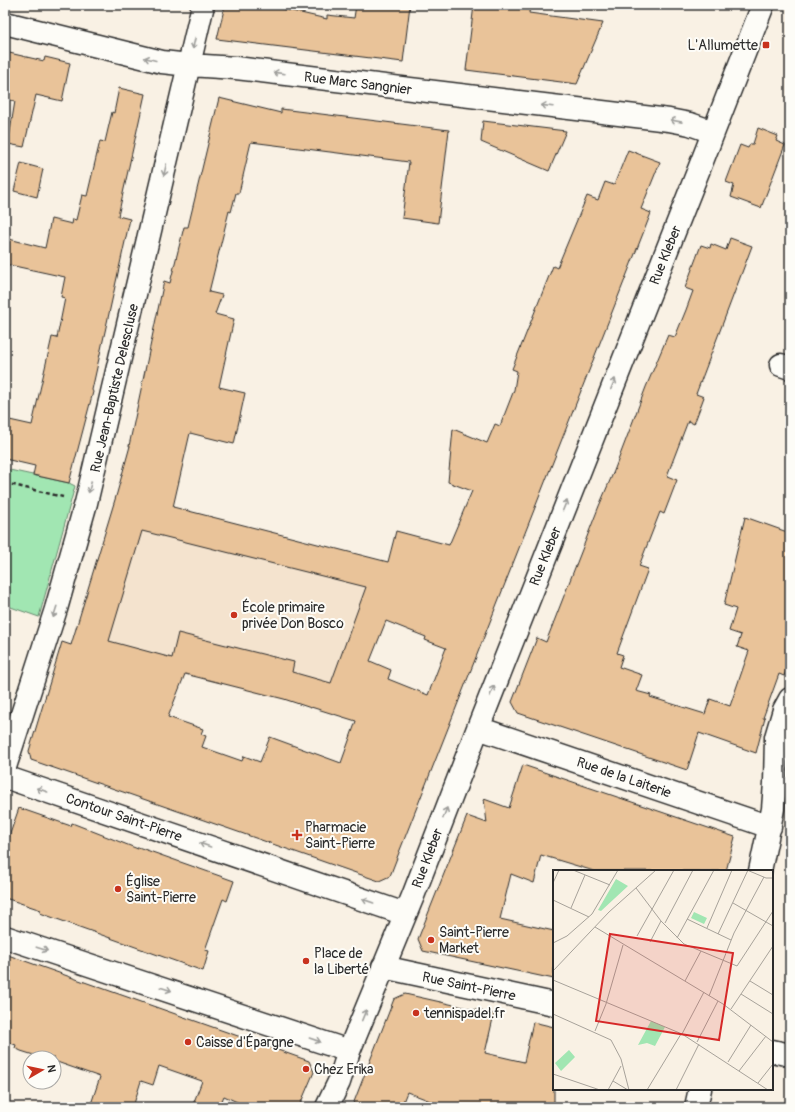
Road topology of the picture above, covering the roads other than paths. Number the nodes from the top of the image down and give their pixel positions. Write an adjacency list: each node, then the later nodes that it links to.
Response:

+ + + + +

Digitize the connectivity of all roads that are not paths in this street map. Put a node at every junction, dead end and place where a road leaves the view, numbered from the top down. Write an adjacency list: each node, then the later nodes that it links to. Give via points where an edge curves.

+ + + + +

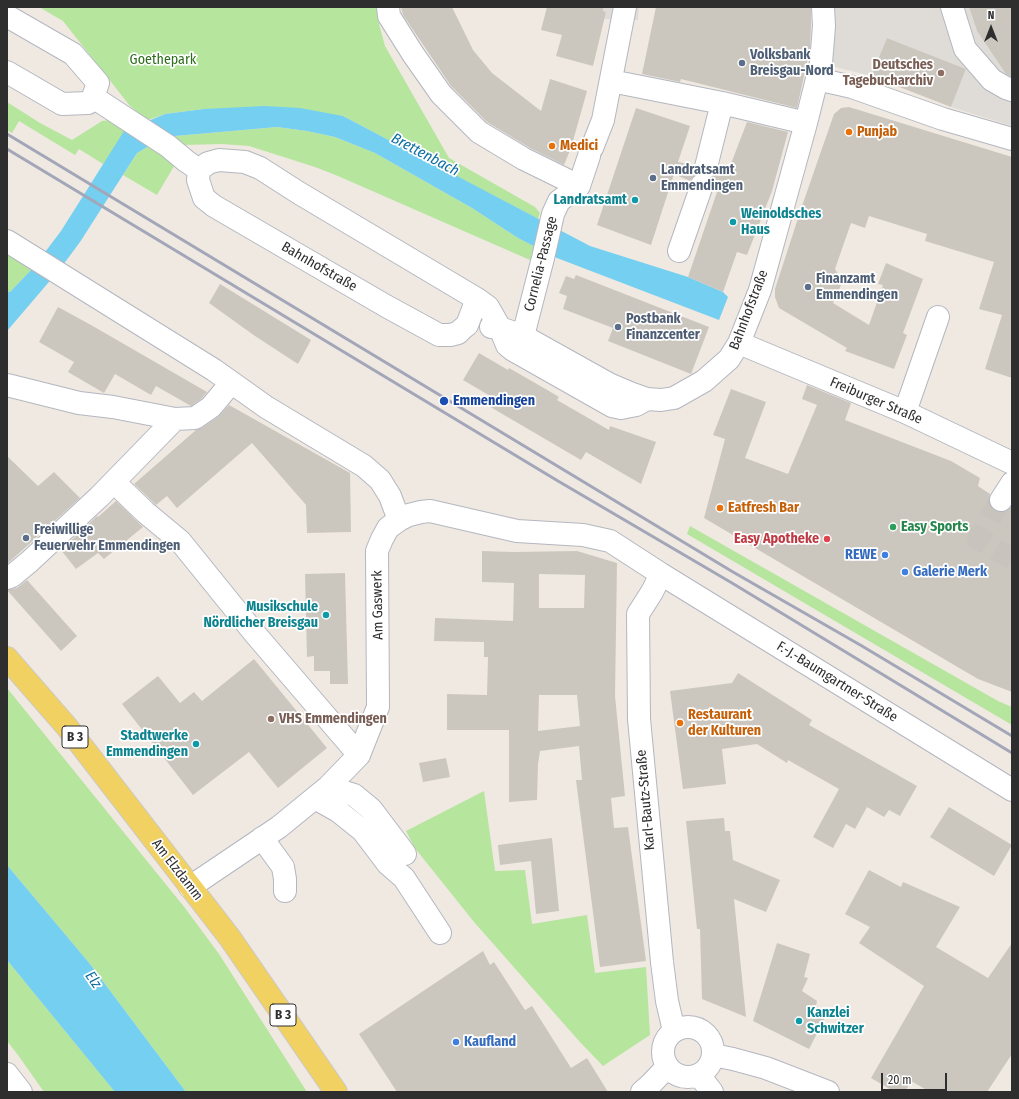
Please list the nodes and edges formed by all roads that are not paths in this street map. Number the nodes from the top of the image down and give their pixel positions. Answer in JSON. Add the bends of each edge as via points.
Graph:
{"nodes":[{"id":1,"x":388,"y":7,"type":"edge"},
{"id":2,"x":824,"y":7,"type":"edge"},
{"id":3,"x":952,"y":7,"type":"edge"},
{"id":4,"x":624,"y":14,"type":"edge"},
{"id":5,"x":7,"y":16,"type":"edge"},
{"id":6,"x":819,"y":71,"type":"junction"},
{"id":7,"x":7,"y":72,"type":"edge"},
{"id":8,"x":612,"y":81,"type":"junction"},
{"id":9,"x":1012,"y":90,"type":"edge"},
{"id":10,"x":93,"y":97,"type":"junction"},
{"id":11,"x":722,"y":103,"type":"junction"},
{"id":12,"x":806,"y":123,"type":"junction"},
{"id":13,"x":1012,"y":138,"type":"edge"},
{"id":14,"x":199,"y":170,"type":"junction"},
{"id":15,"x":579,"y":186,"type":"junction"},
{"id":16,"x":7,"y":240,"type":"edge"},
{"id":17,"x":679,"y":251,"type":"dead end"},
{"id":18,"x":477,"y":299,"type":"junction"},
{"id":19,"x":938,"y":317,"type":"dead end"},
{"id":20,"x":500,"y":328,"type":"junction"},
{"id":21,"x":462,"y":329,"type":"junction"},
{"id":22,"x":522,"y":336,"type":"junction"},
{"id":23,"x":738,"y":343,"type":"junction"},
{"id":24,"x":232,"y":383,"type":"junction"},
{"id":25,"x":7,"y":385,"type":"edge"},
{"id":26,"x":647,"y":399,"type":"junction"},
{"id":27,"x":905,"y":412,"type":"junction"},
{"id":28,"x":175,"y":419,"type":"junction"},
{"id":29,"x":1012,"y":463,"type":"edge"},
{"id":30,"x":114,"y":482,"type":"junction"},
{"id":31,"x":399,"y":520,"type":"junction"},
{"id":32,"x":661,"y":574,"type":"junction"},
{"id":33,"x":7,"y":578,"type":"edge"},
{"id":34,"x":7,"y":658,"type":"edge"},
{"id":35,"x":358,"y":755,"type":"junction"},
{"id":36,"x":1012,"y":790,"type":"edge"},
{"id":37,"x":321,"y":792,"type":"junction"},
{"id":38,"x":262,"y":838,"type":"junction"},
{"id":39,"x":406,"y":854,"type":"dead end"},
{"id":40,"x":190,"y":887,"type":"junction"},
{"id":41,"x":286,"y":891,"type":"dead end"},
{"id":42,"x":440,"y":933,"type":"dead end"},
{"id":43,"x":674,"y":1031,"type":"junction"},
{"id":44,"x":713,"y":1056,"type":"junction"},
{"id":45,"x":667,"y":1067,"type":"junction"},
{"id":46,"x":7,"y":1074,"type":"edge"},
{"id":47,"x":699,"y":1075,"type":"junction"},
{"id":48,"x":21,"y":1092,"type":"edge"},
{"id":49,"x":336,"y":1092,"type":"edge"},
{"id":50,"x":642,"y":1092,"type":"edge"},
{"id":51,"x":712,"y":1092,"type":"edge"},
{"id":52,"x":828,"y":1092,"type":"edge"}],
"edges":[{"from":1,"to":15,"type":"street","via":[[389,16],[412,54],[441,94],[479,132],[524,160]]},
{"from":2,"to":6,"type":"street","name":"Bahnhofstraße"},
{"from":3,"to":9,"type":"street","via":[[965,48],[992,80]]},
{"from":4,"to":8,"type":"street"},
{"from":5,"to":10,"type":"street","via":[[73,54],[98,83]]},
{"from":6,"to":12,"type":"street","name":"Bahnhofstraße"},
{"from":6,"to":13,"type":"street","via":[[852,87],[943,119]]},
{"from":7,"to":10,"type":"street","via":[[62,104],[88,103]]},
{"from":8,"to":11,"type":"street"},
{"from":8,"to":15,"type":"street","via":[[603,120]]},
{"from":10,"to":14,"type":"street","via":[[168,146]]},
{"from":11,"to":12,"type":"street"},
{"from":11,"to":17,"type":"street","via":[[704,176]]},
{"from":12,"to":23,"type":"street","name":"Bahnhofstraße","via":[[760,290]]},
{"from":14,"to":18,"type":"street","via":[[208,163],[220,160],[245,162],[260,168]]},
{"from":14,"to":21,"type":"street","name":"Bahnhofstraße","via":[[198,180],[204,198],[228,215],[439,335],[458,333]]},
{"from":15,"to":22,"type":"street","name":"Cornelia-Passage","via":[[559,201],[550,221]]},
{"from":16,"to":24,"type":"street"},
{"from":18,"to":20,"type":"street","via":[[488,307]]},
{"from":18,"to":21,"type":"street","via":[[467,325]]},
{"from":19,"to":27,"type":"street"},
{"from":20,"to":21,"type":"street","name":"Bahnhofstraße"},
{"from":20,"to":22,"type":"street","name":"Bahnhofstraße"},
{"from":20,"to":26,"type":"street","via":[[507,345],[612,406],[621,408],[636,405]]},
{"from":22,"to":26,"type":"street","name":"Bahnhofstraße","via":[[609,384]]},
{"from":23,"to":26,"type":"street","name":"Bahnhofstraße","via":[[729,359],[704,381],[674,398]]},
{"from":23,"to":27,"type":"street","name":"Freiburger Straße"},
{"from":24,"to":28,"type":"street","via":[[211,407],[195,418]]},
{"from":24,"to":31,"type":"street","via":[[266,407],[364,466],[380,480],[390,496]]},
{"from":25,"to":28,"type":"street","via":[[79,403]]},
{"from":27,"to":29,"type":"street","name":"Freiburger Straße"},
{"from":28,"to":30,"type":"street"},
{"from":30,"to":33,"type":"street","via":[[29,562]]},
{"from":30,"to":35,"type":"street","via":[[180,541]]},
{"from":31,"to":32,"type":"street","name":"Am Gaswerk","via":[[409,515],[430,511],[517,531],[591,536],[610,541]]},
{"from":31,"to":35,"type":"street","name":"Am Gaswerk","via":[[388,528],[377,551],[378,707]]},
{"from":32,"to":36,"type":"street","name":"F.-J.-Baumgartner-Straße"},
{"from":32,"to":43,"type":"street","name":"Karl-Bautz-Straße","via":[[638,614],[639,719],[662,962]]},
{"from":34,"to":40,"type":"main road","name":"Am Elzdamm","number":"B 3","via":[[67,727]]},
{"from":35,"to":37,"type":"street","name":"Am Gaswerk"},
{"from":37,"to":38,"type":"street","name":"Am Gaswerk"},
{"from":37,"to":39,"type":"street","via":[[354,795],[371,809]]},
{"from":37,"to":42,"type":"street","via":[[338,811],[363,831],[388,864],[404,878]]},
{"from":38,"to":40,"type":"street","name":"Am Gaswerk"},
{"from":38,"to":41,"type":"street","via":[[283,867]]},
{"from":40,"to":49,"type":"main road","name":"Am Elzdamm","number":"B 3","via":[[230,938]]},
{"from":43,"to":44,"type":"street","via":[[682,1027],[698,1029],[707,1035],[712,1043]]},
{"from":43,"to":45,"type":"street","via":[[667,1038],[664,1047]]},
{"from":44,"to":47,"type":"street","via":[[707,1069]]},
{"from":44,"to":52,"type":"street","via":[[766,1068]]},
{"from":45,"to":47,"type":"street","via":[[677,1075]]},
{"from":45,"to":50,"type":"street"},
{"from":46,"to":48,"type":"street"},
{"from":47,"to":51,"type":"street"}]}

+ + + + +

- **Required work**
Look through the data and show every line containing "positions".

- **Final answer**
Road topology of the picture above, covering the roads other than paths. Number the nodes from the top of the image down and give their pixel positions. Write an adjacency list: each node, then the later nodes that it links to.
Please list the nodes and edges formed by all roads that are not paths in this street map. Number the nodes from the top of the image down and give their pixel positions. Answer in JSON. Add the bends of each edge as via points.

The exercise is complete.